RECORDED DATA section start

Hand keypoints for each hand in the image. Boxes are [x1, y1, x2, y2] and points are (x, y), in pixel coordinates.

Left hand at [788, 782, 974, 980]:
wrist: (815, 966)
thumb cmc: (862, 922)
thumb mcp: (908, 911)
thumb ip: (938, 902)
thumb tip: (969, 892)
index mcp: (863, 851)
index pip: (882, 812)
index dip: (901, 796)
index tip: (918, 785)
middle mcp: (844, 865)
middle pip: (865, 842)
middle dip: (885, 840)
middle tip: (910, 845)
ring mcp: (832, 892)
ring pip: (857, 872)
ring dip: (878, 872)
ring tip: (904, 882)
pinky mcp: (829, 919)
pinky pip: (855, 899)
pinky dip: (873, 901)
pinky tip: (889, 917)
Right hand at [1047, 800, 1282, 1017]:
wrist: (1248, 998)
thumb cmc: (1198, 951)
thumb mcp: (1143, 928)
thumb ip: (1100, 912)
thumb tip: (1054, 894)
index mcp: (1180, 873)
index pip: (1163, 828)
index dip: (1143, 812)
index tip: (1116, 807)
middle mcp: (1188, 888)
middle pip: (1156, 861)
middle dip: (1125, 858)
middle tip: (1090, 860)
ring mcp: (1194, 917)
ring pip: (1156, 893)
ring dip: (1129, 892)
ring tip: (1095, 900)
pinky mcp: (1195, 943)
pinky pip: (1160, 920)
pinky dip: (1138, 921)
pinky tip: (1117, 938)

RECORDED DATA section end
RECORDED DATA section start

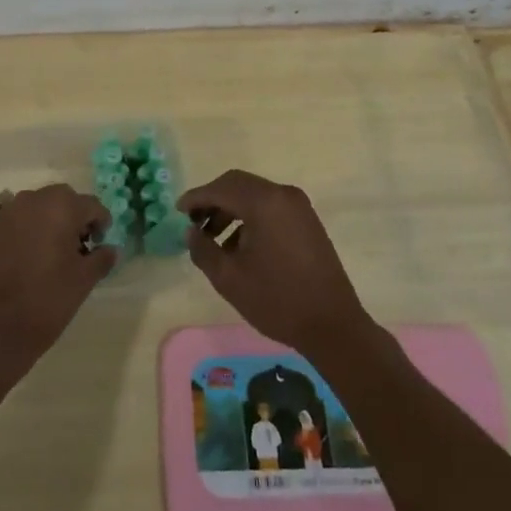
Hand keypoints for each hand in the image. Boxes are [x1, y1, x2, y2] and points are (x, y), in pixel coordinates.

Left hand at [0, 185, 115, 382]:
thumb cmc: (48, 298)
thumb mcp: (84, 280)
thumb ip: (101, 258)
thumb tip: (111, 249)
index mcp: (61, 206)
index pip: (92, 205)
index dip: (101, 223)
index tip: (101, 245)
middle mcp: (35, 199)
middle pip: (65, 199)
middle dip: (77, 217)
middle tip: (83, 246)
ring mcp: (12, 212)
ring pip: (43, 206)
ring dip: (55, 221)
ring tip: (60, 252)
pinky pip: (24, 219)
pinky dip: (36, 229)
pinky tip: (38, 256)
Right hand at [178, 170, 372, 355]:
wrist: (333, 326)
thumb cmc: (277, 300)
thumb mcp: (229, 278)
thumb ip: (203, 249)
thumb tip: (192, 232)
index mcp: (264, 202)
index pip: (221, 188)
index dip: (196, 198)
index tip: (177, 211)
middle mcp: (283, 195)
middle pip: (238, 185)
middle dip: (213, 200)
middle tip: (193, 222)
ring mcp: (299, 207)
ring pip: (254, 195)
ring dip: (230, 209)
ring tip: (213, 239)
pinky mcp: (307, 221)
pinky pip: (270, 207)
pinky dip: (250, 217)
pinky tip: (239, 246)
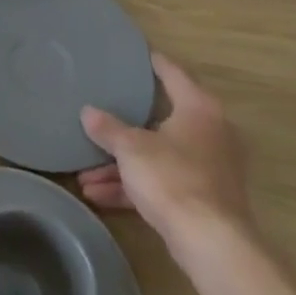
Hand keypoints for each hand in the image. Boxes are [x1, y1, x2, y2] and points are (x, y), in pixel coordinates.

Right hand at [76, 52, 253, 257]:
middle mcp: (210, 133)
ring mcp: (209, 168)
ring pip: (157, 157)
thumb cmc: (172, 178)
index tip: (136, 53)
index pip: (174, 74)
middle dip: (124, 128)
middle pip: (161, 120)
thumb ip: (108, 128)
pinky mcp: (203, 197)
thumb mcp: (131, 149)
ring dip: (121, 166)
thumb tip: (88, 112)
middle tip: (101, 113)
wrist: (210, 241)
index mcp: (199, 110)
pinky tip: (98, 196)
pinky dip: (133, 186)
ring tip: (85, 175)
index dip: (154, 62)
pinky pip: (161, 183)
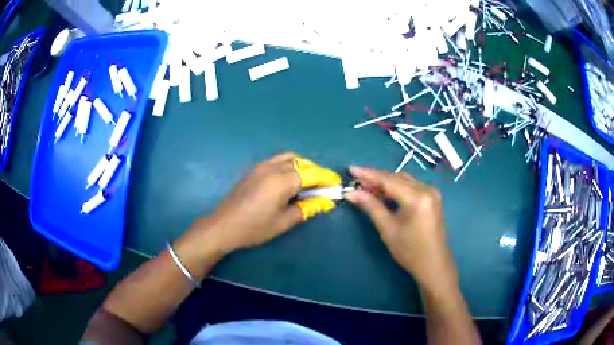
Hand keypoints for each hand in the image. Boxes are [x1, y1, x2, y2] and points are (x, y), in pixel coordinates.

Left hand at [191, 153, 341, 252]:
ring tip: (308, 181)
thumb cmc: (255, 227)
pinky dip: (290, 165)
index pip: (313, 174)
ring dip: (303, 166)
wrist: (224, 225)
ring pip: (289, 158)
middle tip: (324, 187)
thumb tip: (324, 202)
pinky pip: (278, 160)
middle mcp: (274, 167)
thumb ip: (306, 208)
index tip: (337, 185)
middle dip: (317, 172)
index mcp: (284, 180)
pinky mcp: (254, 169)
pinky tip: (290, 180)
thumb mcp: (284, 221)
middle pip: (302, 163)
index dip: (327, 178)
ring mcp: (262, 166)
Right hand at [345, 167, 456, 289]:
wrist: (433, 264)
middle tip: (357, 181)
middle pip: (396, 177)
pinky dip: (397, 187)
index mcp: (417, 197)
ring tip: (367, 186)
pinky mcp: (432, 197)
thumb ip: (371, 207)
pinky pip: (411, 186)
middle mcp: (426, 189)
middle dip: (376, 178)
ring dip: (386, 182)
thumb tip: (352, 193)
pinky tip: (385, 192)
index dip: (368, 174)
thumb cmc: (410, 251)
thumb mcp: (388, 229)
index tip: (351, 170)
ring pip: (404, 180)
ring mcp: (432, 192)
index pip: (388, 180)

RECORDED DATA section end
RECORDED DATA section start

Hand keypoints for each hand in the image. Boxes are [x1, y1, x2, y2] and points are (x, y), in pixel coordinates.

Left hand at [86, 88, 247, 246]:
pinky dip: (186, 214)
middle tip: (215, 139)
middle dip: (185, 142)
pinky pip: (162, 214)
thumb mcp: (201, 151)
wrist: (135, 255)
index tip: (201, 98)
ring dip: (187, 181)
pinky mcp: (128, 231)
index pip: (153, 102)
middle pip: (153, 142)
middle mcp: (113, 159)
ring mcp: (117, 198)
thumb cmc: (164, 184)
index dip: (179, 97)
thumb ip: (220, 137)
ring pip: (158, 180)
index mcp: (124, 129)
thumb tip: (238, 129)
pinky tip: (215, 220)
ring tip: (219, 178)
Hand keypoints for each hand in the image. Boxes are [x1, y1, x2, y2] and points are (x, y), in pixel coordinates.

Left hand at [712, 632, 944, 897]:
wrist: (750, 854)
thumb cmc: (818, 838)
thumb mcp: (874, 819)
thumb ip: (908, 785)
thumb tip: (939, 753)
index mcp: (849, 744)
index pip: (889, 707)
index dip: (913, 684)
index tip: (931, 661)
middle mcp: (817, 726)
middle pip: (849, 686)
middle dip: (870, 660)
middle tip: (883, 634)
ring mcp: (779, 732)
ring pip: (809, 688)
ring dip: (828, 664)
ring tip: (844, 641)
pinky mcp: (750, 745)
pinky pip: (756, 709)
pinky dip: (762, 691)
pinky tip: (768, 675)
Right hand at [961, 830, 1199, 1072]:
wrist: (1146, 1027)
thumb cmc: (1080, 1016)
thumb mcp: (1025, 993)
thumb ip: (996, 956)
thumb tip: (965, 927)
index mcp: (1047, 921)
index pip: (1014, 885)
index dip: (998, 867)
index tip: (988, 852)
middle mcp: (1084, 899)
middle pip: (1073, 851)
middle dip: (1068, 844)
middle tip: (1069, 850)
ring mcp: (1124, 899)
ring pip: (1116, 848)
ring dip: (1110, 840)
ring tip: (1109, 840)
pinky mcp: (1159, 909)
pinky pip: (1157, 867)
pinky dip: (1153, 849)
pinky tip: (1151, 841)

RECORDED DATA section end

* **TASK DETAILS**:
From the records above, copy only the lines starting with the line that holds "ring mcp: (12, 212)" and going on through the line that holds "thumb tip: (192, 232)", exactly as written.

* **ANSWER BOX**:
ring mcp: (12, 212)
ring pip: (43, 206)
ring dip: (55, 221)
ring tip: (60, 252)
pinky pip: (24, 219)
pinky dip: (36, 229)
pinky tip: (38, 256)
Right hand at [178, 170, 372, 355]:
wrist: (333, 326)
thumb cmc: (277, 300)
thumb mcp: (229, 278)
thumb ip: (203, 249)
thumb tip: (192, 232)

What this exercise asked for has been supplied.